Segment Open

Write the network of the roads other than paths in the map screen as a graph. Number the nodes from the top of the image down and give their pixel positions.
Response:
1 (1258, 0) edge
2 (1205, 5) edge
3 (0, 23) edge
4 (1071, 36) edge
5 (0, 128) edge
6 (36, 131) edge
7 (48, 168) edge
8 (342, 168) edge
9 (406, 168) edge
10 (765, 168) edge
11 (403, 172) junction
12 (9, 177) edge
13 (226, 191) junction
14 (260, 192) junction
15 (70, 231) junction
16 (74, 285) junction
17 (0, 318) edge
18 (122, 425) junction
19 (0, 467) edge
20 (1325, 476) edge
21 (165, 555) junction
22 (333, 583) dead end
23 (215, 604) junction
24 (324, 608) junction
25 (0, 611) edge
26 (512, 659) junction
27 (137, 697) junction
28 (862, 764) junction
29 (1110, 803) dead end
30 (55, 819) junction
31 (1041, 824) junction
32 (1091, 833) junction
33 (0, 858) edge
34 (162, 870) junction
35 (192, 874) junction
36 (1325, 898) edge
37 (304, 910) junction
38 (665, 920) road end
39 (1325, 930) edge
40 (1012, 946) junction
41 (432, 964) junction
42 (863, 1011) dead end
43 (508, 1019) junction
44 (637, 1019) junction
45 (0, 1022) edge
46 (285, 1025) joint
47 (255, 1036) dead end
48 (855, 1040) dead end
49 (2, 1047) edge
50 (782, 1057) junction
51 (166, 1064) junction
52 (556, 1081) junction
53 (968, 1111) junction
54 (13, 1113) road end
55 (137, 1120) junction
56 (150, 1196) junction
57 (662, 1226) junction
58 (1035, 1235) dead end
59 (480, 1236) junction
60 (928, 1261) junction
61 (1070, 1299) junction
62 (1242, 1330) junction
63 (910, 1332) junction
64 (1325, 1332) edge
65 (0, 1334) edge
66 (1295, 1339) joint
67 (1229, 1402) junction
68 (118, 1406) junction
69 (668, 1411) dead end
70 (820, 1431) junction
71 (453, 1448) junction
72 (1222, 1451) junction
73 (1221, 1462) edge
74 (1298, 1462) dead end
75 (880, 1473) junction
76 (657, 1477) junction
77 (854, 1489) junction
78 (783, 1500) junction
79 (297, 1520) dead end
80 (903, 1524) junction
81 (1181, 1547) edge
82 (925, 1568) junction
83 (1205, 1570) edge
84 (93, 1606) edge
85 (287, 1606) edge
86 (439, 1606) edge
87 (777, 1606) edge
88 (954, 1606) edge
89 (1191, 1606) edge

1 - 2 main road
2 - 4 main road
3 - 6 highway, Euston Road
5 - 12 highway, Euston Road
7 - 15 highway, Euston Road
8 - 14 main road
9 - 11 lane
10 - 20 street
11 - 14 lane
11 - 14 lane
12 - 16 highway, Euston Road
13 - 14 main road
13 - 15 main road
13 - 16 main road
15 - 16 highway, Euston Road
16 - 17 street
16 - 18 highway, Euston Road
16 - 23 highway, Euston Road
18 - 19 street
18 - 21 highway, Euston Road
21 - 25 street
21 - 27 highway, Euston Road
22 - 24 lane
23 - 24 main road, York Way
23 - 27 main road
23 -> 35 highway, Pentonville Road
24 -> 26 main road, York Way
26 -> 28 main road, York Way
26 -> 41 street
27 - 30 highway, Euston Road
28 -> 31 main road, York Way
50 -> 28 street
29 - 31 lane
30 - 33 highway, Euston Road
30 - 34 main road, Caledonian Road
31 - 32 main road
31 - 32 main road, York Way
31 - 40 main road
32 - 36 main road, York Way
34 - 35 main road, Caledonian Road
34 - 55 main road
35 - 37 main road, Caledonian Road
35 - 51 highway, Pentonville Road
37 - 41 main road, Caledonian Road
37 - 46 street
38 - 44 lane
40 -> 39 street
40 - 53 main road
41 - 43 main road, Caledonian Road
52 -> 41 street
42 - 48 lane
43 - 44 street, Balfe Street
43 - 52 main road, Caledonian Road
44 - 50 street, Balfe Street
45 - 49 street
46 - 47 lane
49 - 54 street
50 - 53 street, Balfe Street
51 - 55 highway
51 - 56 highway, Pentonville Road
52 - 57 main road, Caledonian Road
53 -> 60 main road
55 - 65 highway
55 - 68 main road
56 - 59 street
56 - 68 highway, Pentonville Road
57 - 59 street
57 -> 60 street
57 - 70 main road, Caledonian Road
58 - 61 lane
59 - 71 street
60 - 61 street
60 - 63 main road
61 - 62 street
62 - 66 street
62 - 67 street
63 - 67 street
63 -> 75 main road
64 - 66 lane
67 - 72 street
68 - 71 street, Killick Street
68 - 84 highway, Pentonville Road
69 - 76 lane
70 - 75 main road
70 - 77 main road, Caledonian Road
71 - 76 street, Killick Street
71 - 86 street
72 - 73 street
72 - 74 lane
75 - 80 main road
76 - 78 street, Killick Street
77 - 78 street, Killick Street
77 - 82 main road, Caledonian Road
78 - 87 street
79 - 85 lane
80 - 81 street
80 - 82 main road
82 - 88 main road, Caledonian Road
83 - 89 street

Segment Closed

## ASSIGNMENT
Scan the records above. Return every line with "dead" in it.

## ANSWER SPACE
22 (333, 583) dead end
29 (1110, 803) dead end
42 (863, 1011) dead end
47 (255, 1036) dead end
48 (855, 1040) dead end
58 (1035, 1235) dead end
69 (668, 1411) dead end
74 (1298, 1462) dead end
79 (297, 1520) dead end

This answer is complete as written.